Microsoft provides a standard solution to the integration problem called Microsoft Dynamics Connector systems. It supports a wide range of versions of both Microsoft Dynamics CRM (2013, 2015, 2016) and Microsoft’s two most popular ERP systems – AX (2009, 2012) and NAV (2013, 2015, 2016).
How does the integration work?
The connector comes with a rich set of predefined mappings between CRM and ERP. These include the basic settings as units of measure, currencies and exchange rates as well as the main entities: items, contacts, customers, offers, orders, invoices and employees. There are also thorough instructions for the sequence of integration between them.
Time of synchronization
For each separate mapping, the connector periodically checks if new data is created and syncs it between the two systems. This period can be adjusted to seconds but due to delays that may occur on the network, it is recommended that it is not less than one minute. Of course, the verification period depends primarily on the entity and how often new data is getting into it. For example, addition of currencies or units is rarely done after the initial setup of the system, then mappings can be done once in every 24 hours. On the other hand, the creation of CRM orders and their processing within the ERP requires frequent use of the mapping, for example every 30 minutes. Mapping times are specific to each company and must be set individually according to business processes. There is no universal set-up formula, but minimum time allowed must be taken into account, as well as the capabilities of the network that connects the systems.
Microsoft Dynamics Connector also allows for the definition of individual filters, that way can be put a limit on the data type that is synchronized between the two systems. For example, items that are used in production but not offered for sale, can only remain in the ERP system without being sent to CRM. The same is true in the opposite direction too.
Transformation of data
Since data format may be different in both systems, the connector allows them to be converted to the appropriate format in the process of synchronization from one system to the other. For this purpose, many built-in functions can be used, including arithmetic operators, conditional constructs, text formatting, dates, conversion from one format to another, and many others.
Though mappings for the integration of the basic entities are standard, sometimes they may not be enough. That is why it is possible to create new camps.
Microsoft Dynamics Connector communicates with the ERP and CRM by the means of SOAP (Simple Object Access Protocol) and REST (Repre- sentative State Transfer) services provided by the systems. In order to create new mappings between new entities, you must first create services that give access to the new data. Once the services become available to the connector, all the capabilities of the mappings can be used, such as synchronization time, filtering, data transformation, and more. Microsoft Dynamics ERP and CRM allow the integration of a large number of entities, including custom created ones, which opens the possibility for integration of any information between them.

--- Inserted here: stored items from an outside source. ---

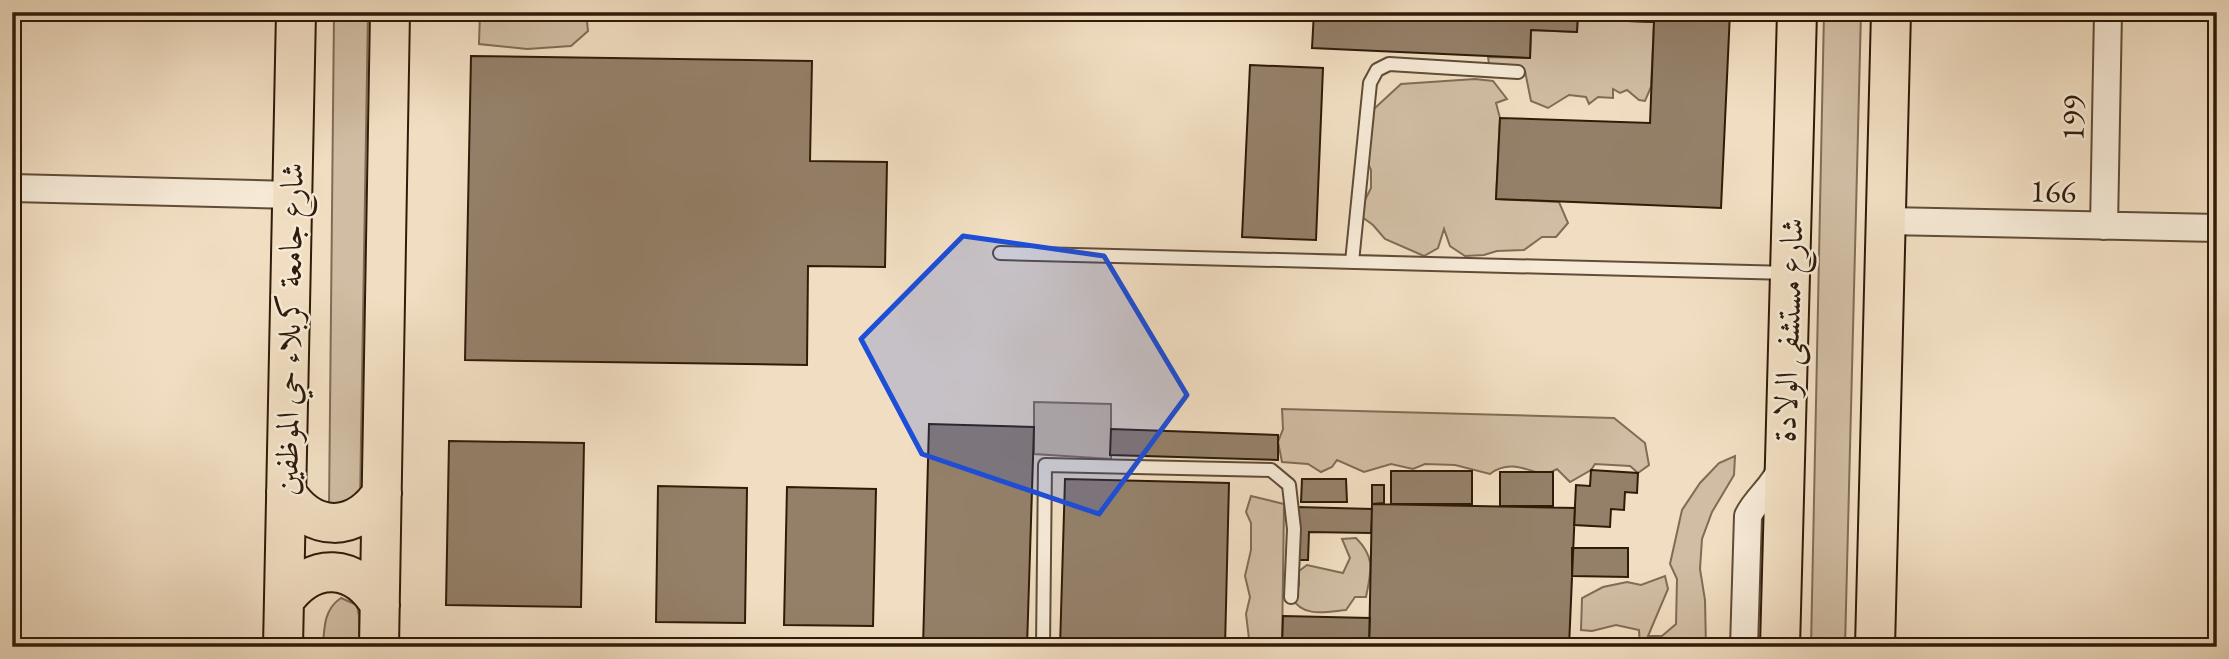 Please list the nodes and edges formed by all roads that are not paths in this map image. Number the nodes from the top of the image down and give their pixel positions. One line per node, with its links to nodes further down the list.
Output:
1 (296, 12): 8 (main road, شارع جامعة كربلاء حي الموظفين)
2 (390, 12): 17 (main road)
3 (1797, 12): 14 (main road, شارع مستشفى الولادة)
4 (1891, 12): 9 (main road)
5 (2108, 12): 10 (street, 199)
6 (1518, 72): 13 (lane)
7 (12, 187): 8 (street)
8 (292, 195): 16 (main road, شارع جامعة كربلاء حي الموظفين)
9 (1887, 221): 10 (street, 166); 26 (main road)
10 (2104, 226): 11 (street, 166)
11 (2217, 228)
12 (1000, 253): 13 (lane)
13 (1352, 262): 14 (lane)
14 (1790, 273): 15 (main road, شارع مستشفى الولادة)
15 (1785, 454): 24 (street); 25 (main road, شارع مستشفى الولادة)
16 (286, 492): 17 (main road); 19 (main road, شارع جامعة كربلاء حي الموظفين)
17 (382, 493): 20 (main road)
18 (1291, 597): 23 (lane)
19 (284, 601): 20 (main road); 21 (main road, شارع جامعة كربلاء حي الموظفين)
20 (380, 605): 22 (main road)
21 (283, 647)
22 (379, 647)
23 (1043, 647)
24 (1744, 647)
25 (1780, 647)
26 (1875, 647)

In conclusion, Microsoft Dynamics Connector can quickly and easily integrate standard entities between the two systems. The addition of mappings for new custom entities is also possible, and the realization depends on the complexity of these new entities and the integration needs. Like the rest of the Dynamics products, the connector provides a rich functionality that is relatively easy to implement, while providing more complex integration options with custom encyclopedia. In the end, everything depends on the needs of integration.